HUSEYIN DİRİÖZ: The Strategic Concept sets out the alliance’s three core tasks: collective defence, crisis management and cooperative security. Turkey lies at the heart of all three tasks. The country’s armed forces are integrated into the NATO Defence Planning Process, helping to ensure the alliance is capable of collectively defending its members against the full spectrum of threats. Turkey’s geostrategic position affords it unique advantages in the planning and conduct of allied operations. Two years ago, NATO allies agreed on a reform of the NATO Command Structure to make it more effective. As part of that reform, it was agreed that Izmir would be the sole NATO Land Component Command. Turkey has also contributed to all of NATO crisis management operations since 1995 – from Bosnia and Herzegovina to today’s mission in Afghanistan.
Turkey brings together East and West, North and South. Its heart beats where Europe, Asia and the Mediterranean all meet, and no other NATO ally shares borders with more partner countries. Turkey has contributed to and benefitted from NATO’s Open Door policy, which has admitted 12 new members since 1999.
In what way can Turkey leverage its position within NATO to ensure greater stability in the Middle East and North Africa (MENA) region?
DİRİÖZ: Turkey’s historical, cultural and economic ties to the MENA region offer a number of possibilities.

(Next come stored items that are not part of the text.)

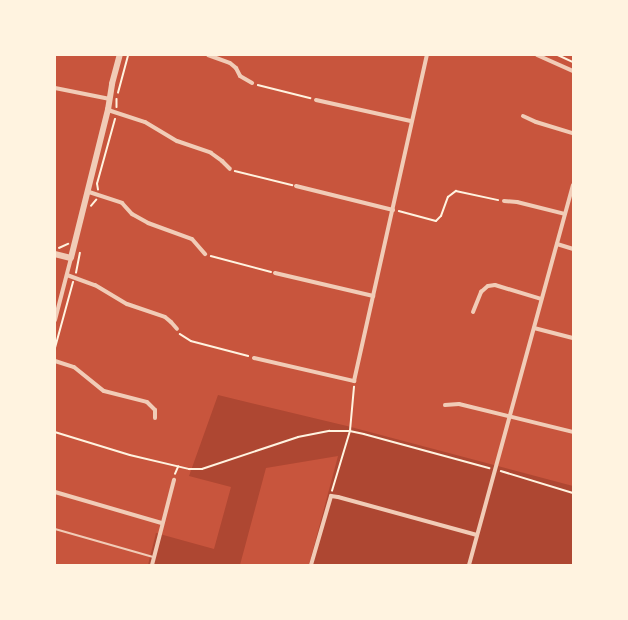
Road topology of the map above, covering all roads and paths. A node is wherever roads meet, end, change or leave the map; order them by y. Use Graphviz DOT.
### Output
graph roads {
  1 [pos="120,55"];
  2 [pos="208,55"];
  3 [pos="427,55"];
  4 [pos="537,55"];
  5 [pos="558,55"];
  6 [pos="573,62"];
  7 [pos="573,71"];
  8 [pos="252,83"];
  9 [pos="55,88"];
  10 [pos="110,99"];
  11 [pos="316,100"];
  12 [pos="108,110"];
  13 [pos="523,116"];
  14 [pos="411,121"];
  15 [pos="573,133"];
  16 [pos="230,169"];
  17 [pos="573,185"];
  18 [pos="296,186"];
  19 [pos="89,192"];
  20 [pos="504,201"];
  21 [pos="393,210"];
  22 [pos="565,214"];
  23 [pos="70,241"];
  24 [pos="557,244"];
  25 [pos="55,248"];
  26 [pos="573,249"];
  27 [pos="55,254"];
  28 [pos="205,254"];
  29 [pos="71,258"];
  30 [pos="275,273"];
  31 [pos="67,275"];
  32 [pos="373,296"];
  33 [pos="541,299"];
  34 [pos="473,312"];
  35 [pos="55,320"];
  36 [pos="534,328"];
  37 [pos="177,329"];
  38 [pos="573,338"];
  39 [pos="254,358"];
  40 [pos="55,361"];
  41 [pos="354,381"];
  42 [pos="445,405"];
  43 [pos="509,416"];
  44 [pos="155,418"];
  45 [pos="350,431"];
  46 [pos="55,432"];
  47 [pos="573,432"];
  48 [pos="178,467"];
  49 [pos="495,470"];
  50 [pos="174,480"];
  51 [pos="55,492"];
  52 [pos="573,493"];
  53 [pos="331,496"];
  54 [pos="162,523"];
  55 [pos="55,530"];
  56 [pos="477,535"];
  57 [pos="154,557"];
  58 [pos="152,565"];
  59 [pos="311,565"];
  60 [pos="469,565"];
  1 -- 10 [label="street"];
  2 -- 8 [label="street"];
  3 -- 14 [label="street"];
  4 -- 7 [label="street"];
  5 -- 6 [label="path"];
  8 -- 11 [label="path"];
  9 -- 10 [label="street"];
  10 -- 12 [label="street"];
  11 -- 14 [label="street"];
  12 -- 16 [label="street"];
  12 -- 19 [label="street"];
  13 -- 15 [label="street"];
  14 -- 21 [label="street"];
  16 -- 18 [label="path"];
  17 -- 22 [label="street"];
  18 -- 21 [label="street"];
  19 -- 28 [label="street"];
  19 -- 29 [label="street"];
  20 -- 21 [label="path"];
  20 -- 22 [label="street"];
  21 -- 32 [label="street"];
  22 -- 24 [label="street"];
  23 -- 25 [label="path"];
  24 -- 26 [label="street"];
  24 -- 33 [label="street"];
  27 -- 29 [label="street"];
  28 -- 30 [label="path"];
  29 -- 31 [label="street"];
  30 -- 32 [label="street"];
  31 -- 35 [label="street"];
  31 -- 37 [label="street"];
  32 -- 41 [label="street"];
  33 -- 34 [label="street"];
  33 -- 36 [label="street"];
  36 -- 38 [label="street"];
  36 -- 43 [label="street"];
  37 -- 39 [label="path"];
  39 -- 41 [label="street"];
  40 -- 44 [label="street"];
  41 -- 45 [label="path"];
  42 -- 43 [label="street"];
  43 -- 47 [label="street"];
  43 -- 49 [label="street"];
  45 -- 48 [label="path"];
  45 -- 49 [label="path"];
  45 -- 53 [label="path"];
  46 -- 48 [label="path"];
  48 -- 50 [label="path"];
  49 -- 52 [label="path"];
  49 -- 56 [label="street"];
  50 -- 54 [label="street"];
  51 -- 54 [label="street"];
  53 -- 56 [label="street"];
  53 -- 59 [label="street"];
  54 -- 57 [label="street"];
  55 -- 57 [label="lane"];
  56 -- 60 [label="street"];
  57 -- 58 [label="street"];
}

Turkey is particularly well placed to reach out to this region through NATO’s Mediterranean Dialogue and Istanbul Cooperation Initiative, two regional forums for consultation and cooperation that bring together nations from the MENA region, Europe and North America. Ankara can also lend its diplomatic clout to NATO efforts, as when former Foreign Minister Hikmet Çetin served as NATO’s first senior civilian representative in Afghanistan. Another contribution made by Turkey to practical cooperation with partners is the training of experts from the region in security sector reform, counter-narcotics and border security, through NATO’s Partnership for Peace programme.
To what extent has NATO’s security umbrella contributed to the rapid economic development Turkey has experienced over the last decade?
DİRİÖZ: Economic development is always influenced by various interrelated factors, not least by the efforts of business itself. Still, there is clearly a link between security and growth. Turkey’s 1952 accession to NATO has been accompanied, over the years, by increased stability and investor confidence. For decades Turkish firms have benefitted from investment in defence infrastructure and facilities linked to NATO membership. These companies now have the opportunity to participate in high-tech projects for the development of the alliance’s defence capabilities for the 21st century.
Security cannot be taken for granted, however, as evidenced by recent events. A concrete demonstration of NATO’s resolve is the recent deployment of Patriot missiles to protect and deter threats to Turkey’s territory.
What do you make of suggestions that Turkey’s foreign policy has become less aligned with the West?
DİRİÖZ: Turkey has been a NATO ally for six decades. For Ankara, as for all NATO members, the obligations and benefits of membership – political consultation among equals, collective defence and solidarity – remain cornerstones of national foreign policy. At the same time, the spread of democracy, expansion of world trade and the desire for improved international security in different regions of the world are bringing all nations and organisations closer together worldwide. By being an integral part of NATO, Turkey can be more effective in its relations with other regions, just as Ankara’s foreign policy investments here provide added value to its allies in the West. In short, Turkey is still a pillar of NATO security and NATO remains a pillar of Turkey’s security.